(Dataset entries)
Segment Open
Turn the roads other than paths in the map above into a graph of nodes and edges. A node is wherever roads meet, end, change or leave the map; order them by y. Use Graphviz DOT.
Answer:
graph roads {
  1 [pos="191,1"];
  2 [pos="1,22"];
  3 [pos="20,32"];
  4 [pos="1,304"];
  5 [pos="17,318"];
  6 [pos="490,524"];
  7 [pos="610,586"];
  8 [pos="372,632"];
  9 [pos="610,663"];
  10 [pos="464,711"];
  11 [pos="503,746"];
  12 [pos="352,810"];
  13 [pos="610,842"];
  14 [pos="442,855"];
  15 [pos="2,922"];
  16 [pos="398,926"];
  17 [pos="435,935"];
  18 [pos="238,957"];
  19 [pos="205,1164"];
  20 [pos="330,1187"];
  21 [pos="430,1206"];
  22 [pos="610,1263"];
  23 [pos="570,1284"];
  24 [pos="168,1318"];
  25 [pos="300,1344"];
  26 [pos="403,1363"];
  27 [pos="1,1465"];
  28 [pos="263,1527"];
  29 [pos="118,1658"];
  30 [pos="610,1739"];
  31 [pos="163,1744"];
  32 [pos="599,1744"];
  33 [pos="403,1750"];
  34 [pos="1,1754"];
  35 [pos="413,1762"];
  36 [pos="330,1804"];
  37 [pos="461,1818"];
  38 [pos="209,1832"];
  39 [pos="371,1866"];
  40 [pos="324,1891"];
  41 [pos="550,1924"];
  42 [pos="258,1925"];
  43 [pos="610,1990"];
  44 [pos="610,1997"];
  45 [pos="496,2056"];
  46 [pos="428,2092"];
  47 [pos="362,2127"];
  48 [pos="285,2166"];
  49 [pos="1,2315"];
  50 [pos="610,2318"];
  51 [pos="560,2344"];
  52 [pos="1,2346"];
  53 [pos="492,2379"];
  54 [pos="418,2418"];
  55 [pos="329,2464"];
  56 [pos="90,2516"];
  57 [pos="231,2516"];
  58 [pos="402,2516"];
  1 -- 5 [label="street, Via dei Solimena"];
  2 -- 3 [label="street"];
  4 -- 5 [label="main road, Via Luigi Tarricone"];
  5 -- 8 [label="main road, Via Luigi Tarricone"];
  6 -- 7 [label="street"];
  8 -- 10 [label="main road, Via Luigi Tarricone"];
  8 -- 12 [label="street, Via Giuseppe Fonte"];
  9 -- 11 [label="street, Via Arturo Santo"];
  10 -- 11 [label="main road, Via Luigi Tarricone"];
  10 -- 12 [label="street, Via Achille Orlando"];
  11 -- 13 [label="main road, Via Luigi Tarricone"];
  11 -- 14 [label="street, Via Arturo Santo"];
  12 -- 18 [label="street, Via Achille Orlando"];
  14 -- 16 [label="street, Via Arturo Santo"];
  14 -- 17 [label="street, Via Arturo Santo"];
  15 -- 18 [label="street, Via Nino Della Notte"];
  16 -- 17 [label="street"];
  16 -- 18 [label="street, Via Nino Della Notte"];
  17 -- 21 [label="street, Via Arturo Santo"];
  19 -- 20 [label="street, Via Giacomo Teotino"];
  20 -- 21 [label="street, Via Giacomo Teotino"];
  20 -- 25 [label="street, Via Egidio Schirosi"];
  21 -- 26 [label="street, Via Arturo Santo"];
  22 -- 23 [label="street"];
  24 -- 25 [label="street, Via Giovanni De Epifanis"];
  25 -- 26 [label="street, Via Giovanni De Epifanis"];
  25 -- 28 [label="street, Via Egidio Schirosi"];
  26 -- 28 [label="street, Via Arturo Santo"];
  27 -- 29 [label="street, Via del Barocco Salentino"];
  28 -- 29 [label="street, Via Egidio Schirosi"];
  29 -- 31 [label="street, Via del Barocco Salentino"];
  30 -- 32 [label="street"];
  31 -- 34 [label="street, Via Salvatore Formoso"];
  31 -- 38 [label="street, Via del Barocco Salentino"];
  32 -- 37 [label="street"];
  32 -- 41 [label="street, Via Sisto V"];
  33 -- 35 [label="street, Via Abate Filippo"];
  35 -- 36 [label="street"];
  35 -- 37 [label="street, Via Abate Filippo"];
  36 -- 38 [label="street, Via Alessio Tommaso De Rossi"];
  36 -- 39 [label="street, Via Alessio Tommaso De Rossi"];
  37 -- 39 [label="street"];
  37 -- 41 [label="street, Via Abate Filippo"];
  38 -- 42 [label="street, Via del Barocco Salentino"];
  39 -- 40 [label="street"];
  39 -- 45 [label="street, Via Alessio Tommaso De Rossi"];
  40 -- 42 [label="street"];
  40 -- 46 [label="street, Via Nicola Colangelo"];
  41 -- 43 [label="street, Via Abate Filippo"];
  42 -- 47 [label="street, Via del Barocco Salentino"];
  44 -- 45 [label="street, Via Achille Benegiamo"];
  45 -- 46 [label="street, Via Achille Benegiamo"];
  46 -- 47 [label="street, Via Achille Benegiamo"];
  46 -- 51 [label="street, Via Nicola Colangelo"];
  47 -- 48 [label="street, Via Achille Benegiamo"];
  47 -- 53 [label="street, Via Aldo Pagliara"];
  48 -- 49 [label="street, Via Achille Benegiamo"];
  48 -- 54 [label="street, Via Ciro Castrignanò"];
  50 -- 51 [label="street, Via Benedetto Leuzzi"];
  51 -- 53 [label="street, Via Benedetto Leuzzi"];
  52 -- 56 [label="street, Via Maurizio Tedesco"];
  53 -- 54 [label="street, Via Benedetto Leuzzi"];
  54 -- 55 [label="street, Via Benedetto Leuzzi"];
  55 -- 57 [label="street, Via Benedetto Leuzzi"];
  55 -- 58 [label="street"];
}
Segment Closed
Transcribe each record above exactly. Skip none.

Turn the roads other than paths in the map above into a graph of nodes and edges. A node is wherever roads meet, end, change or leave the map; order them by y. Use Graphviz DOT.
Answer:
graph roads {
  1 [pos="191,1"];
  2 [pos="1,22"];
  3 [pos="20,32"];
  4 [pos="1,304"];
  5 [pos="17,318"];
  6 [pos="490,524"];
  7 [pos="610,586"];
  8 [pos="372,632"];
  9 [pos="610,663"];
  10 [pos="464,711"];
  11 [pos="503,746"];
  12 [pos="352,810"];
  13 [pos="610,842"];
  14 [pos="442,855"];
  15 [pos="2,922"];
  16 [pos="398,926"];
  17 [pos="435,935"];
  18 [pos="238,957"];
  19 [pos="205,1164"];
  20 [pos="330,1187"];
  21 [pos="430,1206"];
  22 [pos="610,1263"];
  23 [pos="570,1284"];
  24 [pos="168,1318"];
  25 [pos="300,1344"];
  26 [pos="403,1363"];
  27 [pos="1,1465"];
  28 [pos="263,1527"];
  29 [pos="118,1658"];
  30 [pos="610,1739"];
  31 [pos="163,1744"];
  32 [pos="599,1744"];
  33 [pos="403,1750"];
  34 [pos="1,1754"];
  35 [pos="413,1762"];
  36 [pos="330,1804"];
  37 [pos="461,1818"];
  38 [pos="209,1832"];
  39 [pos="371,1866"];
  40 [pos="324,1891"];
  41 [pos="550,1924"];
  42 [pos="258,1925"];
  43 [pos="610,1990"];
  44 [pos="610,1997"];
  45 [pos="496,2056"];
  46 [pos="428,2092"];
  47 [pos="362,2127"];
  48 [pos="285,2166"];
  49 [pos="1,2315"];
  50 [pos="610,2318"];
  51 [pos="560,2344"];
  52 [pos="1,2346"];
  53 [pos="492,2379"];
  54 [pos="418,2418"];
  55 [pos="329,2464"];
  56 [pos="90,2516"];
  57 [pos="231,2516"];
  58 [pos="402,2516"];
  1 -- 5 [label="street, Via dei Solimena"];
  2 -- 3 [label="street"];
  4 -- 5 [label="main road, Via Luigi Tarricone"];
  5 -- 8 [label="main road, Via Luigi Tarricone"];
  6 -- 7 [label="street"];
  8 -- 10 [label="main road, Via Luigi Tarricone"];
  8 -- 12 [label="street, Via Giuseppe Fonte"];
  9 -- 11 [label="street, Via Arturo Santo"];
  10 -- 11 [label="main road, Via Luigi Tarricone"];
  10 -- 12 [label="street, Via Achille Orlando"];
  11 -- 13 [label="main road, Via Luigi Tarricone"];
  11 -- 14 [label="street, Via Arturo Santo"];
  12 -- 18 [label="street, Via Achille Orlando"];
  14 -- 16 [label="street, Via Arturo Santo"];
  14 -- 17 [label="street, Via Arturo Santo"];
  15 -- 18 [label="street, Via Nino Della Notte"];
  16 -- 17 [label="street"];
  16 -- 18 [label="street, Via Nino Della Notte"];
  17 -- 21 [label="street, Via Arturo Santo"];
  19 -- 20 [label="street, Via Giacomo Teotino"];
  20 -- 21 [label="street, Via Giacomo Teotino"];
  20 -- 25 [label="street, Via Egidio Schirosi"];
  21 -- 26 [label="street, Via Arturo Santo"];
  22 -- 23 [label="street"];
  24 -- 25 [label="street, Via Giovanni De Epifanis"];
  25 -- 26 [label="street, Via Giovanni De Epifanis"];
  25 -- 28 [label="street, Via Egidio Schirosi"];
  26 -- 28 [label="street, Via Arturo Santo"];
  27 -- 29 [label="street, Via del Barocco Salentino"];
  28 -- 29 [label="street, Via Egidio Schirosi"];
  29 -- 31 [label="street, Via del Barocco Salentino"];
  30 -- 32 [label="street"];
  31 -- 34 [label="street, Via Salvatore Formoso"];
  31 -- 38 [label="street, Via del Barocco Salentino"];
  32 -- 37 [label="street"];
  32 -- 41 [label="street, Via Sisto V"];
  33 -- 35 [label="street, Via Abate Filippo"];
  35 -- 36 [label="street"];
  35 -- 37 [label="street, Via Abate Filippo"];
  36 -- 38 [label="street, Via Alessio Tommaso De Rossi"];
  36 -- 39 [label="street, Via Alessio Tommaso De Rossi"];
  37 -- 39 [label="street"];
  37 -- 41 [label="street, Via Abate Filippo"];
  38 -- 42 [label="street, Via del Barocco Salentino"];
  39 -- 40 [label="street"];
  39 -- 45 [label="street, Via Alessio Tommaso De Rossi"];
  40 -- 42 [label="street"];
  40 -- 46 [label="street, Via Nicola Colangelo"];
  41 -- 43 [label="street, Via Abate Filippo"];
  42 -- 47 [label="street, Via del Barocco Salentino"];
  44 -- 45 [label="street, Via Achille Benegiamo"];
  45 -- 46 [label="street, Via Achille Benegiamo"];
  46 -- 47 [label="street, Via Achille Benegiamo"];
  46 -- 51 [label="street, Via Nicola Colangelo"];
  47 -- 48 [label="street, Via Achille Benegiamo"];
  47 -- 53 [label="street, Via Aldo Pagliara"];
  48 -- 49 [label="street, Via Achille Benegiamo"];
  48 -- 54 [label="street, Via Ciro Castrignanò"];
  50 -- 51 [label="street, Via Benedetto Leuzzi"];
  51 -- 53 [label="street, Via Benedetto Leuzzi"];
  52 -- 56 [label="street, Via Maurizio Tedesco"];
  53 -- 54 [label="street, Via Benedetto Leuzzi"];
  54 -- 55 [label="street, Via Benedetto Leuzzi"];
  55 -- 57 [label="street, Via Benedetto Leuzzi"];
  55 -- 58 [label="street"];
}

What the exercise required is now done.